Abstract

Powerful, robust in silico approaches offer great promise for classifying and predicting biological effects of complex mixtures and for identifying the constituents of greatest concern. Support vector machine (SVM) methods can deal with high dimensional data and small sample size and examine multiple interrelationships among samples. In this work, we applied SVM methods to examine pollution profiles and mutagenicity of 60 water samples obtained from 6 cities in China during 2006–2011. Pollutant profiles were characterized in water extracts by gas chromatography–mass spectrometry (GC/MS) and mutagenicity examined by Ames assays.
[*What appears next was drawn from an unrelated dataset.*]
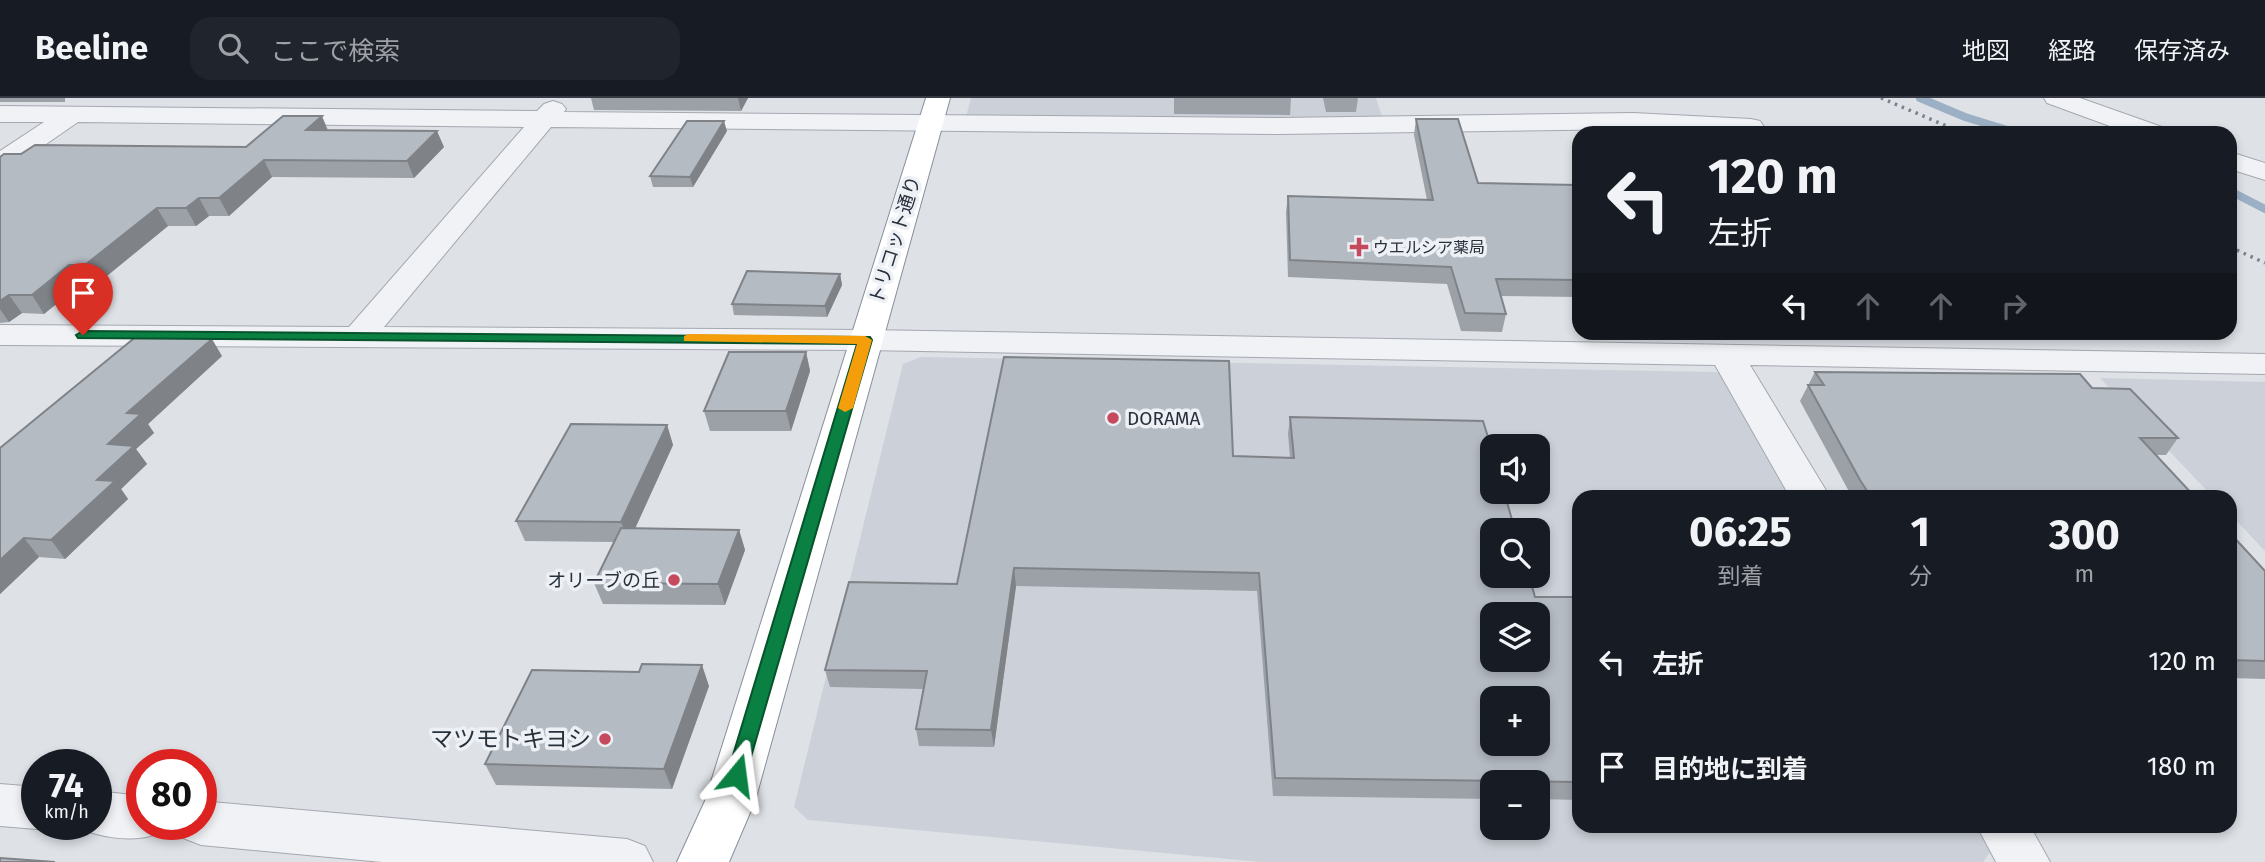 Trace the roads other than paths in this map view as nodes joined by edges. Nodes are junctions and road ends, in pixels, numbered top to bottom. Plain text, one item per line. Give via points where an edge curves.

We encoded feature vectors of GS–MS peaks in the mixtures and used 48 samples as the training set, reserving 12 samples as the test set. The SVM model and regression were constructed from whole pollution profiles that ranked compounds in relation to their correlation to the mutagenicity. Both classification and prediction performance were evaluated. The SVM model based on whole pollution profiles showed lower performance (sensitivity, specificity, accuracy and correlation coefficient were 69.5–70.7%, 70.6–73.2%, 69.9–72.1%, and 0.55–0.59%, respectively) than one based on compounds with highest association with mutagenicity. A SVM model with the top 10 compounds had the highest performance (sensitivity, specificity, accuracy, and correlation coefficient were 89.8–90.3%, 90.1–92.1%, 90.1–91.3%, and 0.80–0.82%, respectively), with negligible decreases in performance between the test and training set. SVM can be a powerful, robust classifier of the relationship of pollutants and mutagenicity in complex real-world mixtures. The top 14 compounds have the greatest contribution to mutagenicity and deserve further studies to identify these constituents.